While spending countless hours building tensegrities with my techniques based on off-the-shelf parts, I had lots of meditative time over the past months imagining what kind of shapes might make things better.
This is the anatomy of every compression-tension connection that I have been making for the past year or so:
I’ve always thought that I could simplify things if I could shift them around so that the ring ends up on top rather than held in place under the bolt head by another nut.
I learned how to use Fusion 360 by watching a few tutorials and practicing, and then I was ready to embark on inventing my own design.
Once I got this design right, I imported into Cura slicer to generate the 3D printer instructions.
A mere ten minutes later I had my first cap printed, and with a dab from a glue gun and we have an entirely new component: the push bolt.
That allows me to use one less nut for the complete connection!
As you can see, the ring with cords now rides above the head of the bolt rather than below.

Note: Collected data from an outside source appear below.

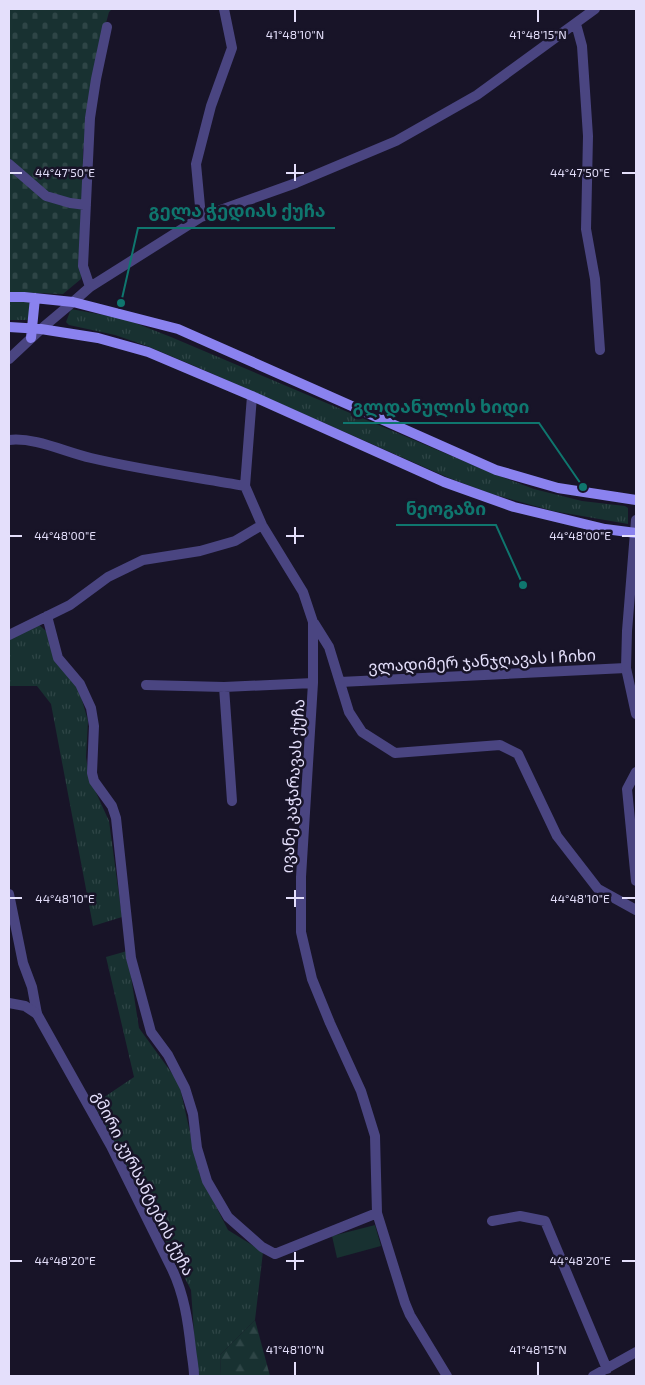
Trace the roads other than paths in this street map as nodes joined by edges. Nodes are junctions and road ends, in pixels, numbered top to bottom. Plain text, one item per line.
1 (224, 9) edge
2 (595, 9) edge
3 (576, 24) junction
4 (107, 27) dead end
5 (9, 164) edge
6 (86, 205) junction
7 (201, 217) junction
8 (90, 287) junction
9 (9, 297) edge
10 (35, 298) junction
11 (73, 302) junction
12 (9, 327) edge
13 (35, 332) junction
14 (600, 350) dead end
15 (9, 359) edge
16 (252, 396) junction
17 (9, 440) edge
18 (245, 486) junction
19 (636, 500) edge
20 (636, 520) edge
21 (262, 525) junction
22 (636, 533) edge
23 (47, 616) junction
24 (313, 622) junction
25 (9, 635) edge
26 (626, 668) junction
27 (340, 682) junction
28 (313, 683) junction
29 (146, 686) dead end
30 (224, 687) junction
31 (636, 714) edge
32 (636, 772) edge
33 (232, 801) dead end
34 (636, 881) edge
35 (9, 894) edge
36 (636, 910) edge
37 (9, 1003) edge
38 (37, 1014) junction
39 (377, 1213) junction
40 (492, 1221) dead end
41 (636, 1352) edge
42 (607, 1368) junction
43 (194, 1376) edge
44 (447, 1376) edge
45 (593, 1376) edge

1 - 7 street
2 - 3 street
3 - 7 street
3 - 14 street
4 - 6 street
5 - 6 street
6 - 8 street
7 - 8 street
8 - 11 street
9 - 10 main road
10 - 11 main road
10 - 13 main road
11 - 13 street
11 - 19 main road
12 - 13 main road
13 - 15 street
13 - 16 main road
16 - 18 street, ივანე კაჭარავას ქუჩა
16 - 22 main road
17 - 18 street
18 - 21 street, ივანე კაჭარავას ქუჩა
20 - 22 street
21 - 23 street
21 - 24 street, ივანე კაჭარავას ქუჩა
22 - 26 street
23 - 25 street
23 - 39 street
24 - 27 street
24 - 28 street, ივანე კაჭარავას ქუჩა
26 - 27 street, ვლადიმერ ჯანჯღავას I ჩიხი
26 - 31 street
27 - 36 street
28 - 30 street
28 - 39 street, ივანე კაჭარავას ქუჩა
29 - 30 street
30 - 33 street
32 - 34 street
35 - 38 street, გმირი კურსანტების ქუჩა
37 - 38 street
38 - 43 street, გმირი კურსანტების ქუჩა
39 - 44 street, ივანე კაჭარავას ქუჩა
40 - 42 street
41 - 42 street
42 - 45 street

The slicer program has a wonderful function called multiply where you can have it make a number of the same thing during the same print, so I could let it work a while in my absence on 12 of them.

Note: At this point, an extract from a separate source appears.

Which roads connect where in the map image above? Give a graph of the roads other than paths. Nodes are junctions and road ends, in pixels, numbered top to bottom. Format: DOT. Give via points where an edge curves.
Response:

This was amazing! It only took a tiny little cap structure to transform a bolt into a push bolt and change the whole character of the construction process.
It is so much easier to build this way because you can pre-fabricate the tension (cords and rings) separately, and insert pre-assembled extensible bars with the new cap at either end.
You just slip the ring over the point of the cap and it stays, and no longer pinches the cord like before.
Add it all together and this feels like a really refreshing innovation over the technique I was previously using.
Even better (very educational!), you can now separate compression and tension easily, effectively dissassembling and reassembling the tensegrity whenever you want because the rings are removable from the caps.
If you scroll up and look carefully, you will see that I also designed a little hole down the middle of the cap. The idea is to add something on top which covers up the knots altogether. This will be my next challenge.